### Goal of the exercise
Which lines of the entries hold the string "their"? Copy each one.

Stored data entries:
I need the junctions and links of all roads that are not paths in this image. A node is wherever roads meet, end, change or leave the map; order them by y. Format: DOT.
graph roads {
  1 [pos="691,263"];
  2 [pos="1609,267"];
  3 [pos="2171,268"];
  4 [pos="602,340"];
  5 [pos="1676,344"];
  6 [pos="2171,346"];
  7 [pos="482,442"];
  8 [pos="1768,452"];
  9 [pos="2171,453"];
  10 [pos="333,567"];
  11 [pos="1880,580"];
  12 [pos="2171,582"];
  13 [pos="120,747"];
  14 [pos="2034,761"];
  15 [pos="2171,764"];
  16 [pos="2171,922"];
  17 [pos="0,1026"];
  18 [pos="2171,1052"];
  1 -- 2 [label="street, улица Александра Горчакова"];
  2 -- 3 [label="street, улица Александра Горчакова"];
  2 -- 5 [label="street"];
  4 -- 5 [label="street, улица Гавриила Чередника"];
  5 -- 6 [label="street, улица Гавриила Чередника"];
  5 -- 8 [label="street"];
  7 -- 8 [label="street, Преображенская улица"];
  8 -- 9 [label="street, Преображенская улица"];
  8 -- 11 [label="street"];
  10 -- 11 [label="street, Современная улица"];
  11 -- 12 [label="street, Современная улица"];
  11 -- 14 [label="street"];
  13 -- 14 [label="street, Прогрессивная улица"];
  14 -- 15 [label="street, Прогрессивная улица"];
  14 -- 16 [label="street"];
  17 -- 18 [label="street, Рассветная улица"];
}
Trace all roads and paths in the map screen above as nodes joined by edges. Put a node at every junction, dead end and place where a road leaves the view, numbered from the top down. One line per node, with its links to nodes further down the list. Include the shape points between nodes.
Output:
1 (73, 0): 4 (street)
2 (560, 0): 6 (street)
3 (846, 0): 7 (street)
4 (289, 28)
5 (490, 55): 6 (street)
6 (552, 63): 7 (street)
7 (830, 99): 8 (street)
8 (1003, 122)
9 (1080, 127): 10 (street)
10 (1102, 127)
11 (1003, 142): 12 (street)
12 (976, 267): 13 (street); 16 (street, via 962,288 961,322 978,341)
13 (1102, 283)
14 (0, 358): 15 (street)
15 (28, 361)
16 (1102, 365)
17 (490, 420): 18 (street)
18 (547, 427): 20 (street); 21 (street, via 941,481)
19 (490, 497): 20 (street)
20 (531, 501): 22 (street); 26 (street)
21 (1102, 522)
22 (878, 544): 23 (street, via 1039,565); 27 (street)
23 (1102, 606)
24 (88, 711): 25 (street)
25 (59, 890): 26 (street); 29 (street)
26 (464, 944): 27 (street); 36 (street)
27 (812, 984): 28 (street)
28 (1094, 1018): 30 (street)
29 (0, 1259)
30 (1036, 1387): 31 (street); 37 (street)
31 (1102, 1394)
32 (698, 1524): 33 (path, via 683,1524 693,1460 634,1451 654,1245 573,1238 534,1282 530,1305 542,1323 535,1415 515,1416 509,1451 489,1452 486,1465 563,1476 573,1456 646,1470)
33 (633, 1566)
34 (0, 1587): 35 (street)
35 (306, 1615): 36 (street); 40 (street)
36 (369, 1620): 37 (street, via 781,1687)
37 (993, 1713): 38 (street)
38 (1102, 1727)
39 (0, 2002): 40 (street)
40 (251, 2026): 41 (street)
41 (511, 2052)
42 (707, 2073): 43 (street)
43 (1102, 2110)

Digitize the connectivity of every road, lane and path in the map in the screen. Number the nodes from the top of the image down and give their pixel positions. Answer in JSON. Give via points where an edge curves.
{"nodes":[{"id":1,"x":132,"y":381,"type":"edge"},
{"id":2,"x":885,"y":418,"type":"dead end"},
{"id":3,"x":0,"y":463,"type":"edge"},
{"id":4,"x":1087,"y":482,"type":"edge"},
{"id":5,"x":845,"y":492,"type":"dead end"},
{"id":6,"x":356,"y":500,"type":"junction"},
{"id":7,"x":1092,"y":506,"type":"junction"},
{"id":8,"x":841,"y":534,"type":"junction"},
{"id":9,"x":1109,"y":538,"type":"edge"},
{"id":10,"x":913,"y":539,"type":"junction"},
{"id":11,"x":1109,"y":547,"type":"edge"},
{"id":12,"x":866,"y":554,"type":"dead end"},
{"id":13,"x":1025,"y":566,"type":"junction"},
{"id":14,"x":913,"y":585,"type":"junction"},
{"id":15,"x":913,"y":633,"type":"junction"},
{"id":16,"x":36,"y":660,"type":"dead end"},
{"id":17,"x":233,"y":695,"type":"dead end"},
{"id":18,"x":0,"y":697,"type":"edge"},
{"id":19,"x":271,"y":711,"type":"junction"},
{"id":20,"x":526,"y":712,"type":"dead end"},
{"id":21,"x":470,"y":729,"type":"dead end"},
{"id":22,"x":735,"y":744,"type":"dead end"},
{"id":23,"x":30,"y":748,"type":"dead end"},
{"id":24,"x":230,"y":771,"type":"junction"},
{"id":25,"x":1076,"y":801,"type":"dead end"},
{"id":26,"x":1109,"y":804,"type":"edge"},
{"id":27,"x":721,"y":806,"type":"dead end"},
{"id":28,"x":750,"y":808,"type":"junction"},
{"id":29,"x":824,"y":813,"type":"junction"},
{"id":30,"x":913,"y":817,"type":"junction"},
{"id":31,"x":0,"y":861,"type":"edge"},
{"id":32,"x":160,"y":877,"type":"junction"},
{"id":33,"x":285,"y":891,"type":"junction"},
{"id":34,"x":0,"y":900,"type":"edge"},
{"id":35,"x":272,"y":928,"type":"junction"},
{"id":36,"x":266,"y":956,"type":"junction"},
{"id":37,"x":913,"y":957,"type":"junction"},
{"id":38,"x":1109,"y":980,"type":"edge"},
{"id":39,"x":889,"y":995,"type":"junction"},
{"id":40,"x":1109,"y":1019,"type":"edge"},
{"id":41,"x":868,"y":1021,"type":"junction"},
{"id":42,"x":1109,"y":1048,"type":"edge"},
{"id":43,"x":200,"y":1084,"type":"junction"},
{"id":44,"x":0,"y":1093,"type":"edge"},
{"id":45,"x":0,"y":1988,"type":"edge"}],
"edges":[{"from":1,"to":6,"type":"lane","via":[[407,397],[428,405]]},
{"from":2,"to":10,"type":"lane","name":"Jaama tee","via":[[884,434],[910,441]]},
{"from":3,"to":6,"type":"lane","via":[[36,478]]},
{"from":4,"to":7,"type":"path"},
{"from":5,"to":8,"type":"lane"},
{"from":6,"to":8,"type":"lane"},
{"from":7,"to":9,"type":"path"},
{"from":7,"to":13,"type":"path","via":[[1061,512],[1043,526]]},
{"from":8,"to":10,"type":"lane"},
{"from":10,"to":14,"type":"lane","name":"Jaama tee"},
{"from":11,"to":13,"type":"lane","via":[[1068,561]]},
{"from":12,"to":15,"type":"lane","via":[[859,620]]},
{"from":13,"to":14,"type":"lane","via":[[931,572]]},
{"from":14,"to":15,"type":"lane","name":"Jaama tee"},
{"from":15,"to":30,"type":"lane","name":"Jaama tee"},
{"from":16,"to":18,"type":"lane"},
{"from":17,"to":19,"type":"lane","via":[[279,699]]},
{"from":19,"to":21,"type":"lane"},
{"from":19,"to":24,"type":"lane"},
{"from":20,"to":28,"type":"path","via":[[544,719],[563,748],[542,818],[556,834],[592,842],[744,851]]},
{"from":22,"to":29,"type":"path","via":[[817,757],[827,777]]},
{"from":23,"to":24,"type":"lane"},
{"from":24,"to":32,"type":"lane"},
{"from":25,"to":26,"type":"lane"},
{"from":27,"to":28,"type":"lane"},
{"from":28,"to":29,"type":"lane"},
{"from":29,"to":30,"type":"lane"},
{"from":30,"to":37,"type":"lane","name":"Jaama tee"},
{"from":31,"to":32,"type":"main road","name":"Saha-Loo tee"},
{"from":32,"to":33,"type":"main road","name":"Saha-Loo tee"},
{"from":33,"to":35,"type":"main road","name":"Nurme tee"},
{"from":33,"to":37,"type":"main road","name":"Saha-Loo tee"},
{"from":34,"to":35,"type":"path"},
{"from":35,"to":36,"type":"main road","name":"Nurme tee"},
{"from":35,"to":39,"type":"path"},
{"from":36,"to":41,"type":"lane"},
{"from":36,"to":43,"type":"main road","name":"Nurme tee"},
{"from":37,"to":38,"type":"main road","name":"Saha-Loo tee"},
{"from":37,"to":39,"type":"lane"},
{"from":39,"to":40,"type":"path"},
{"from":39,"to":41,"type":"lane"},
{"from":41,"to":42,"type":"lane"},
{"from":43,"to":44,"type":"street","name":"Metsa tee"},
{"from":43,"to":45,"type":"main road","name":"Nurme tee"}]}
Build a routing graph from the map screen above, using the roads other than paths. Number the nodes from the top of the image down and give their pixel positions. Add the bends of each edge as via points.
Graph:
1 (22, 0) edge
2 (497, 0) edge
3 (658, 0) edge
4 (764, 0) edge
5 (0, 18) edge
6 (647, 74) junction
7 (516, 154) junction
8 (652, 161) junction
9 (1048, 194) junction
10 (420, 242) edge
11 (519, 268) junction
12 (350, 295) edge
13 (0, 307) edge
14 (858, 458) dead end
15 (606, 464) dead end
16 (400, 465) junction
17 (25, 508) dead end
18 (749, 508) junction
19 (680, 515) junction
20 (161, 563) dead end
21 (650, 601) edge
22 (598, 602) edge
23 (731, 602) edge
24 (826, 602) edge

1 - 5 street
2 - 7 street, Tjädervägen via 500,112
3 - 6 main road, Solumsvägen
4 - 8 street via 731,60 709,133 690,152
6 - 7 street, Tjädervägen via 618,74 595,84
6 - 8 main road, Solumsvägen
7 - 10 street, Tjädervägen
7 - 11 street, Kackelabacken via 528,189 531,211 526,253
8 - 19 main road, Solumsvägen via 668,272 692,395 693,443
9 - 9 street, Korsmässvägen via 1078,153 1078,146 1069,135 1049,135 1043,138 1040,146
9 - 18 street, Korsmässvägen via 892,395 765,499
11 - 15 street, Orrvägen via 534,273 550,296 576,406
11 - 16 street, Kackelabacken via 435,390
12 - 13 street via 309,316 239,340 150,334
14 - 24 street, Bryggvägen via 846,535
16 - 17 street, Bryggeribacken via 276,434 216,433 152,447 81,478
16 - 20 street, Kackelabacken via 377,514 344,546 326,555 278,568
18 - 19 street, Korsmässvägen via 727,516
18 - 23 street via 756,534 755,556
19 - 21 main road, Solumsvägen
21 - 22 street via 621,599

### Solution to the exercise
Digitize the connectivity of every road, lane and path in the map in the screen. Number the nodes from the top of the image down and give their pixel positions. Answer in JSON. Give via points where an edge curves.
Build a routing graph from the map screen above, using the roads other than paths. Number the nodes from the top of the image down and give their pixel positions. Add the bends of each edge as via points.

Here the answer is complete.